Through a lot of prodding on my part, he finally decided we should get married. We set a date, booked a reception site, band and photographer and I was gleefully picking out dresses before I even had a ring. I believe it was all too much for both of us and the relationship began to crumble in a major way. I think he was fine with the way things had been to that point, but I wanted the next step. Over the years, I had grown to love him more than anything, but I grew restless and so did he.
I wanted children eventually. I got the feeling, as I was getting older and still five years his senior, that he would probably put off fatherhood indefinitely if I didn't nag him about it. It never was something he dreamed of, although I know some of that Catholic guilt ate at him and ate at him for what he had convinced me to do five years earlier. We never talked about the abortion and the impact it had on each of us separately, and I think that is ultimately what did us in.
But, still, this isn't where the story ends.
Oddly enough, towards the end of our relationship, we tried to make it work. We planned romantic evenings and vacation trips. I ended up getting pregnant-- on my period-- again. And nothing sent him running faster. Technically, he kicked me out of "his" trust fund money house before I told him the news, but I think he had an inkling and that is why he ended things so abruptly and coldly and callously.
He has never met his daughter who is now going on six.
I am single. I have never married. And I'm getting to the age where I doubt I'll ever have another child. That is what I regret the most. That he wasted all those years of my life and is still able to control my emotions, even though we haven't spoken face to face in five years.
But even after taking away so much from me, he left me with the most beautiful daughter-- a precious gift. For that I will always be grateful.
I don't know if anyone will take anything away from my story. I don't know how typical it is. But maybe that's the beauty of a resource like this. I could be anyone to anybody. A friend, neighbor, coworker, sister, aunt, cousin, daughter. And I have had this experience like so many other women, yet my experience is unique to me. I don't for one second regret the decision to not bring a child into a world where he or she would go without or forever be blamed or burdened with its parents' mistake. I don't regret making a decision where the alternative outcome would have probably been two young people feeling obligated to marry and forever resenting each other in the presence of the child.

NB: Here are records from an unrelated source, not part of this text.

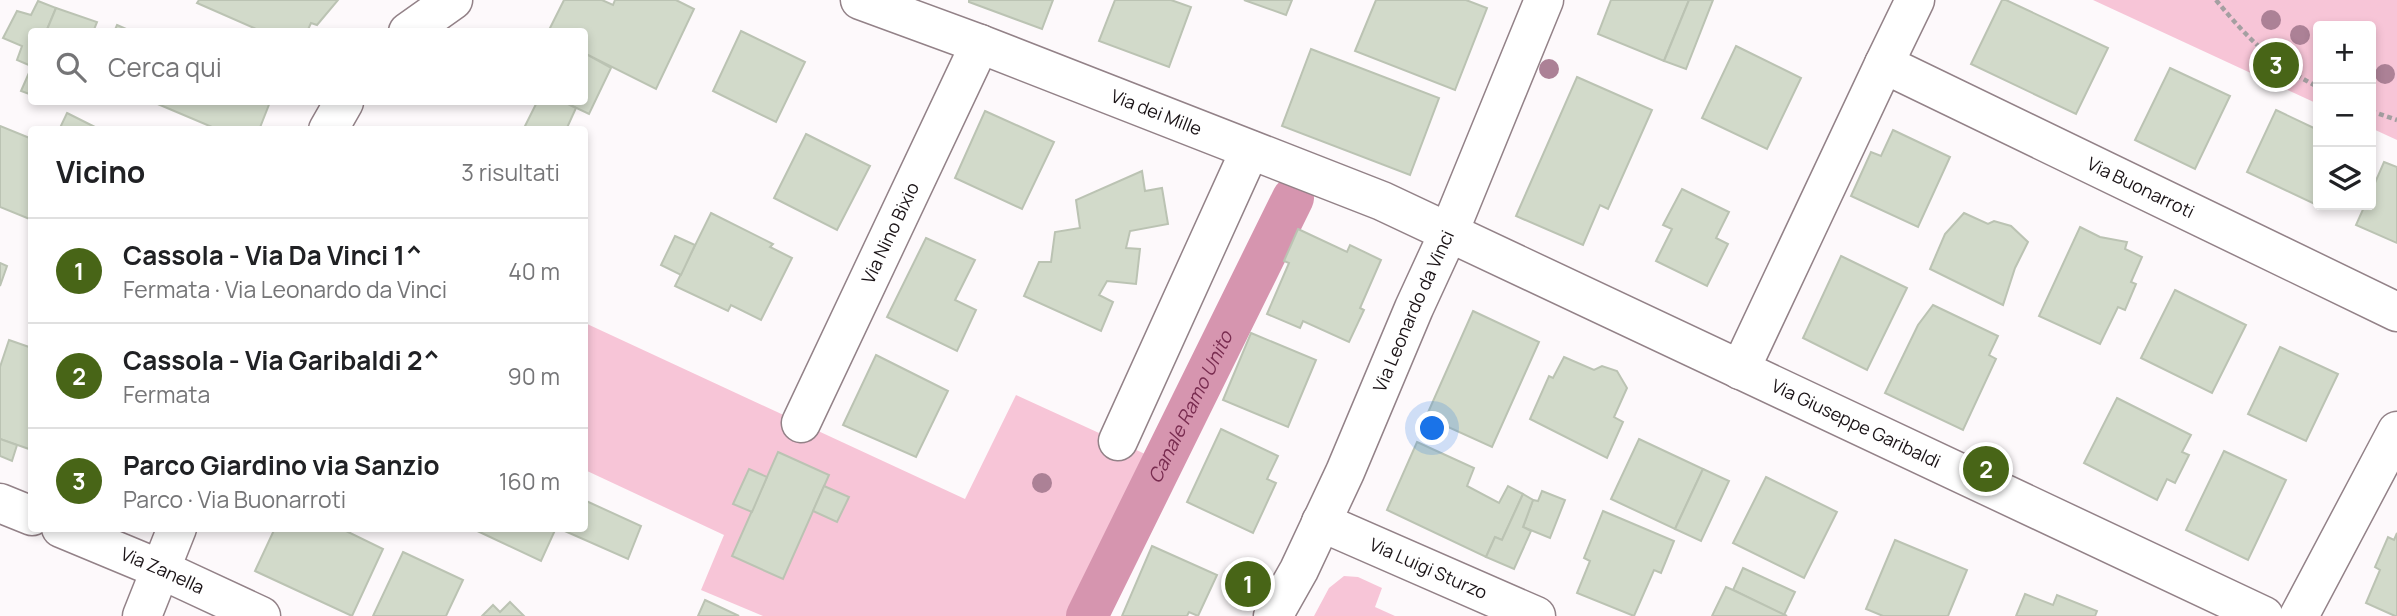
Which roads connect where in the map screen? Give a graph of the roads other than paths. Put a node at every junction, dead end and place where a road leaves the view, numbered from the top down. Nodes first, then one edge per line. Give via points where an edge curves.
1 (453, 0) edge
2 (860, 0) edge
3 (1544, 0) edge
4 (1915, 0) edge
5 (414, 28) edge
6 (980, 44) junction
7 (1884, 64) junction
8 (342, 105) edge
9 (330, 126) edge
10 (1251, 150) junction
11 (1449, 232) junction
12 (2397, 312) edge
13 (1740, 370) junction
14 (801, 423) dead end
15 (2397, 431) edge
16 (1118, 441) dead end
17 (0, 503) edge
18 (28, 514) edge
19 (1321, 522) junction
20 (71, 532) edge
21 (176, 532) edge
22 (162, 570) junction
23 (142, 616) edge
24 (261, 616) edge
25 (1273, 616) edge
26 (1536, 616) edge
27 (2264, 616) edge
28 (2299, 616) edge

1 - 5 street
2 - 6 street, Via dei Mille
3 - 11 street, Via Leonardo da Vinci
4 - 7 street
6 - 10 street, Via dei Mille
6 - 14 street, Via Nino Bixio
7 - 12 street, Via Buonarroti
7 - 13 street
8 - 9 street
10 - 11 street, Via dei Mille
10 - 16 street
11 - 13 street, Via Giuseppe Garibaldi
11 - 19 street, Via Leonardo da Vinci
13 - 27 street, Via Giuseppe Garibaldi
15 - 28 street
17 - 18 street
19 - 25 street, Via Leonardo da Vinci
19 - 26 street, Via Luigi Sturzo
20 - 22 street, Via Zanella
21 - 22 street
22 - 23 street
22 - 24 street, Via Zanella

I made the decision to be a single parent the second time around. I knew I was in a better place financially and emotionally and, even though there's only one of me, my child is far better off than if her parents were together and hating each other.
Yes, the scars are still there. The pain, regret and guilt haven't gone away completely. But they have faded with time, and my new memories are slowly but surely bringing me out of the dark past. And my experiences have made me who I am. A strong and resilient woman and an amazing mom.